→ Exercise directions
Print the entries below word for word; the pictures stay out of your copy.

→ Information provided

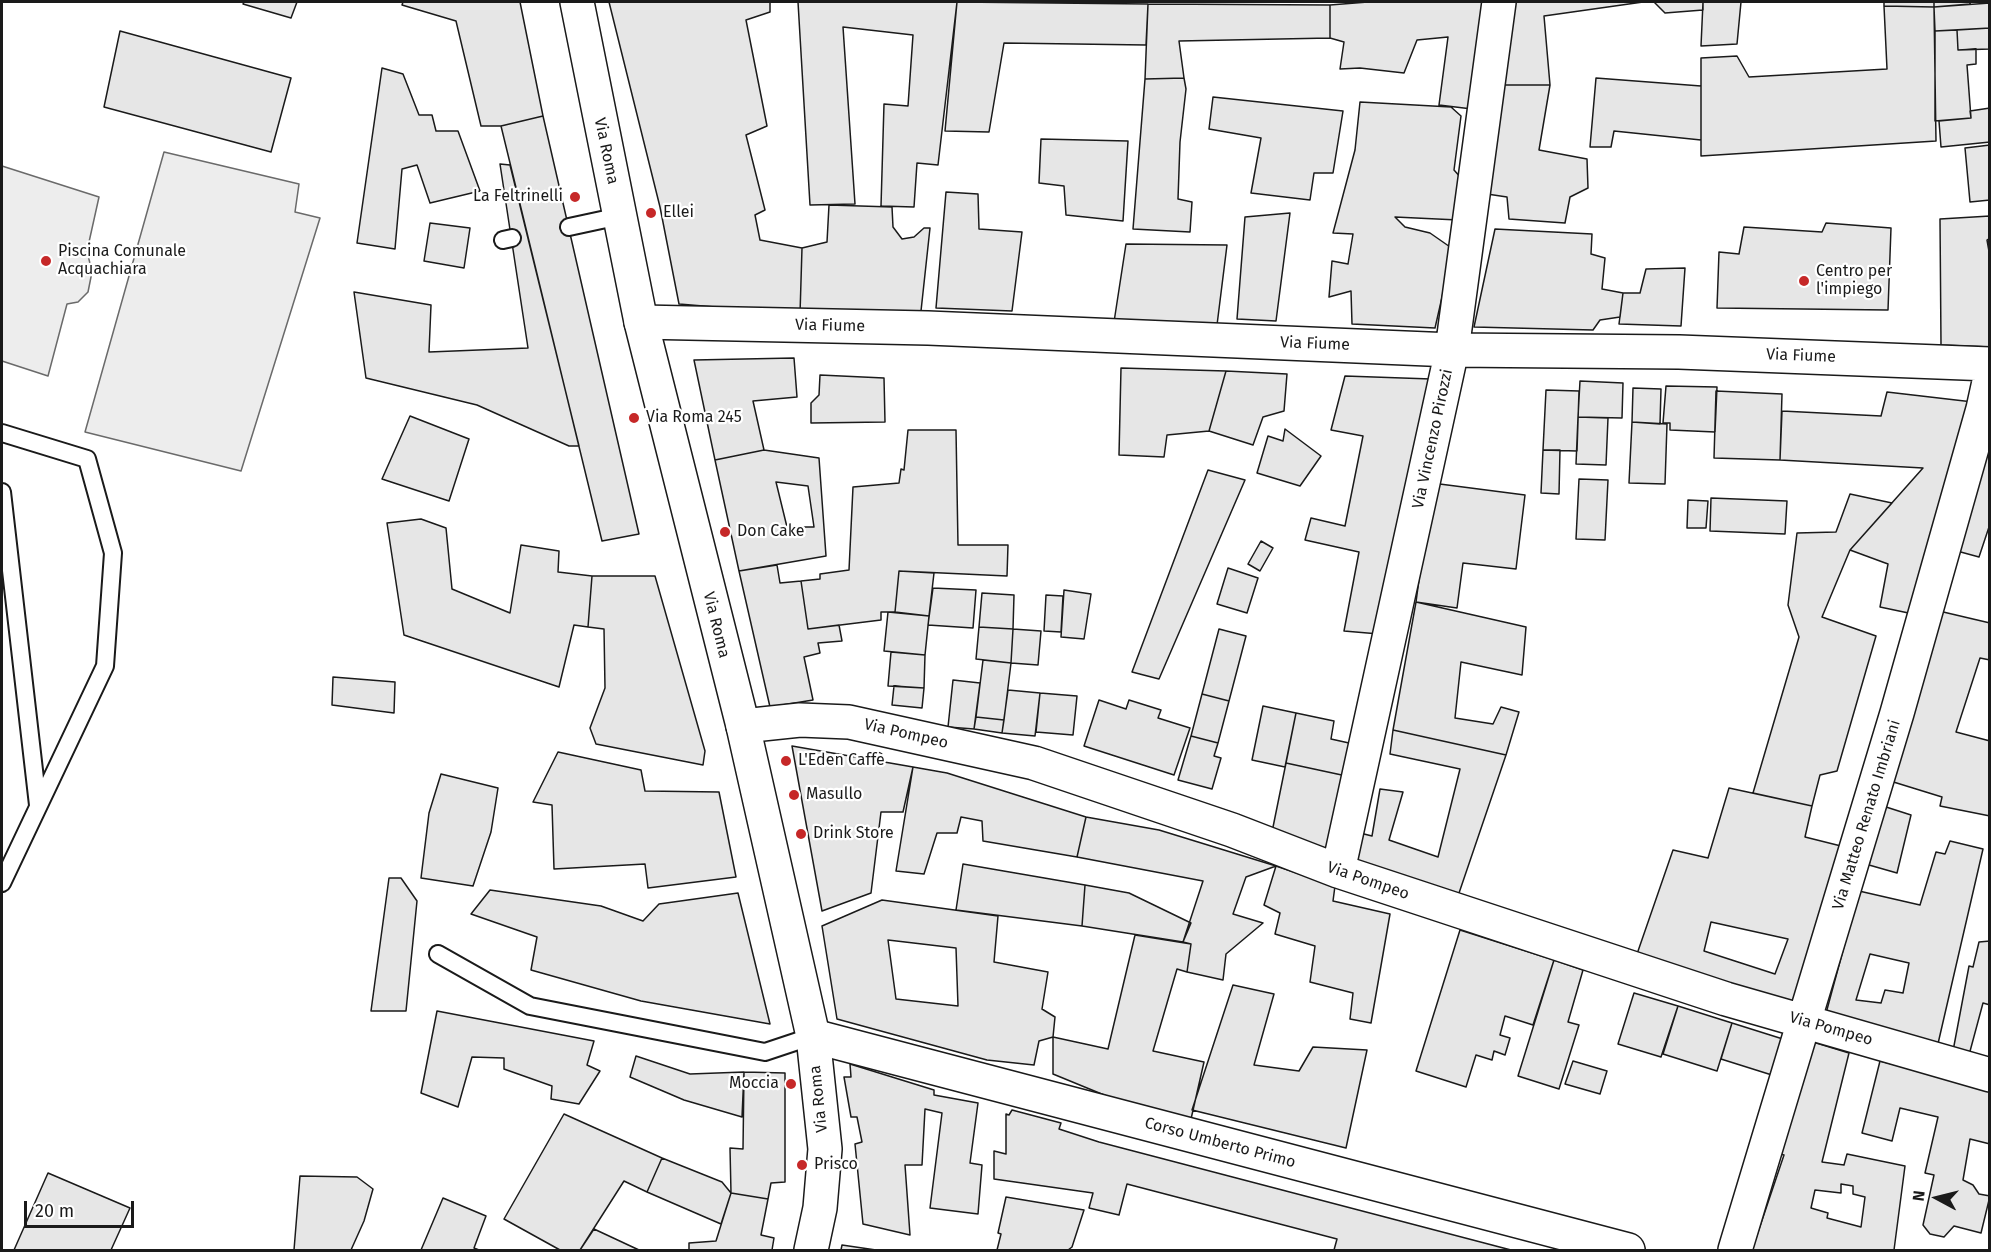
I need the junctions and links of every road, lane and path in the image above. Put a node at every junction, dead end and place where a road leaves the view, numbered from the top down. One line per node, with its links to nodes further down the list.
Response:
1 (577, 2): 3 (street, Via Roma)
2 (1499, 2): 6 (street, Via Vincenzo Pirozzi)
3 (620, 216): 4 (lane); 5 (street, Via Roma)
4 (569, 227)
5 (641, 322): 6 (street, Via Fiume); 11 (street, Via Roma)
6 (1452, 350): 7 (street, Via Fiume); 13 (street, Via Vincenzo Pirozzi)
7 (1989, 364)
8 (1989, 378): 16 (street, Via Matteo Renato Imbriani)
9 (2, 433): 12 (lane)
10 (2, 492): 12 (lane)
11 (742, 726): 13 (street, Via Pompeo); 17 (street, Via Roma)
12 (38, 806): 14 (lane)
13 (1338, 872): 16 (street, Via Pompeo)
14 (2, 883)
15 (438, 954): 17 (lane)
16 (1805, 1022): 18 (street, Via Pompeo); 21 (street, Via Matteo Renato Imbriani)
17 (813, 1036): 19 (street, Via Roma); 20 (street, Corso Umberto Primo)
18 (1989, 1074)
19 (811, 1251)
20 (1628, 1251)
21 (1735, 1251)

→ Result of the task
I need the junctions and links of every road, lane and path in the image above. Put a node at every junction, dead end and place where a road leaves the view, numbered from the top down. One line per node, with its links to nodes further down the list.
Response:
1 (577, 2): 3 (street, Via Roma)
2 (1499, 2): 6 (street, Via Vincenzo Pirozzi)
3 (620, 216): 4 (lane); 5 (street, Via Roma)
4 (569, 227)
5 (641, 322): 6 (street, Via Fiume); 11 (street, Via Roma)
6 (1452, 350): 7 (street, Via Fiume); 13 (street, Via Vincenzo Pirozzi)
7 (1989, 364)
8 (1989, 378): 16 (street, Via Matteo Renato Imbriani)
9 (2, 433): 12 (lane)
10 (2, 492): 12 (lane)
11 (742, 726): 13 (street, Via Pompeo); 17 (street, Via Roma)
12 (38, 806): 14 (lane)
13 (1338, 872): 16 (street, Via Pompeo)
14 (2, 883)
15 (438, 954): 17 (lane)
16 (1805, 1022): 18 (street, Via Pompeo); 21 (street, Via Matteo Renato Imbriani)
17 (813, 1036): 19 (street, Via Roma); 20 (street, Corso Umberto Primo)
18 (1989, 1074)
19 (811, 1251)
20 (1628, 1251)
21 (1735, 1251)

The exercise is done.